Il nuovo Salvini
più tatticismi

Il congresso della Lega, a Milano, si svolge nell’anno zero del post Papeete. Un «anno bellissimo», come da profezia di Conte, probabilmente bellissimo solo per un campione del trasformismo amabilmente coccolato da Zingaretti confessatosi al «Corriere». Un anno in cui «abbiamo un po’ esagerato», come da esplicita ammissione di Grillo, in vena di sganciamento dal pensiero unico del Vaffa, ora che la sua creatura, con l’acqua alla gola, fa parte della casta dell’establishment e riesce ad essere convincente solo quando è in grado di smentire se stessa.

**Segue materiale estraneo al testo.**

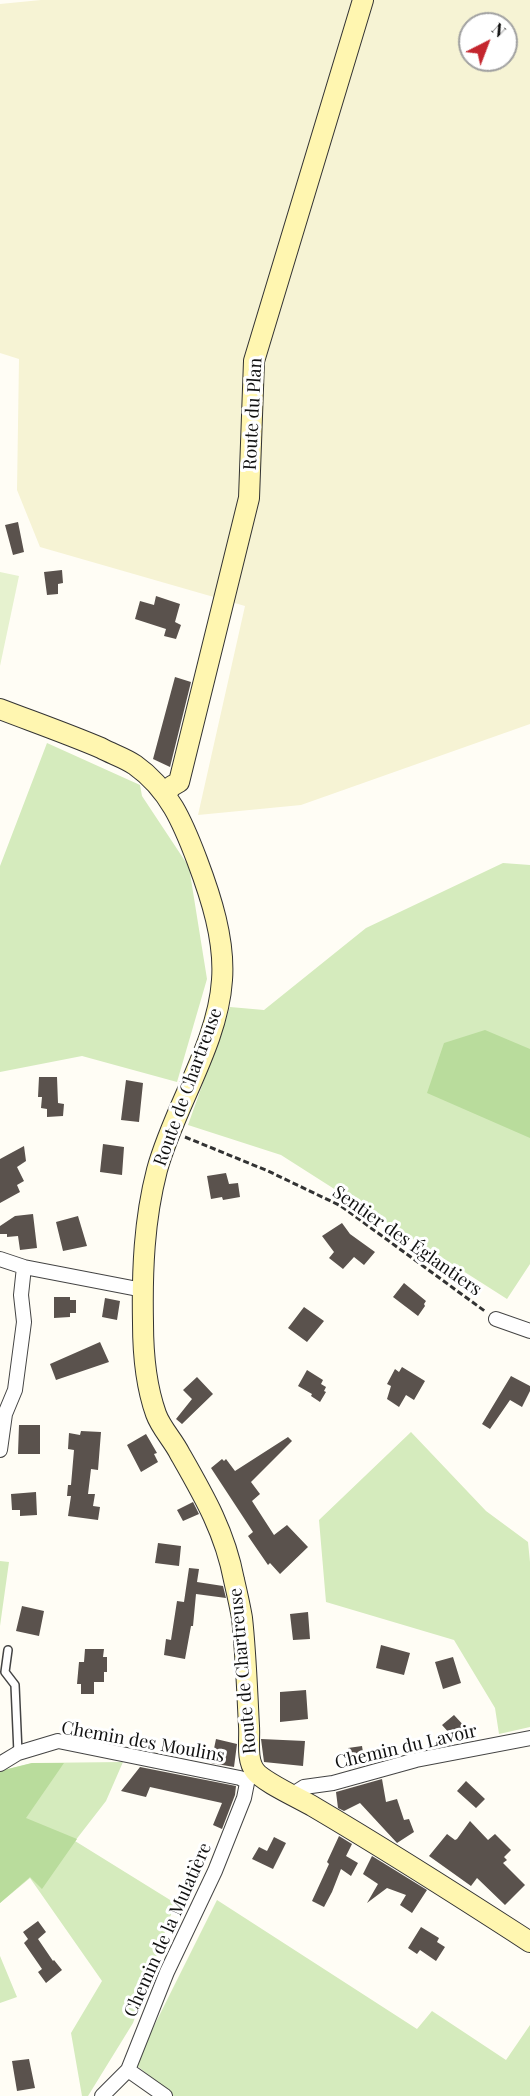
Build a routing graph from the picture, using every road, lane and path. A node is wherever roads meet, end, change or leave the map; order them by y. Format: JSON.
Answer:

Salvini arriva all’appuntamento con le ossa rotte dall’estate più pazza della politica italiana, ma conservando un consenso elevato sia personale sia a livello di partito. Il popolo leghista è fatto di un voto d’opinione ma soprattutto dello zoccolo duro di fedeli allineati e coperti, che ci credono e che non tradiscono. Il Capitano non dovrebbe avere problemi nel cortile di casa. Il mal di pancia di alcuni esponenti della vecchia guardia bossiana sono punzecchiature in una comunità in cui convivono il nazionalpopulismo e l’eredità padana gestita dai governatori del Nord che, inseguendo il mito dell’autonomia differenziata, restano a guardia del bidone.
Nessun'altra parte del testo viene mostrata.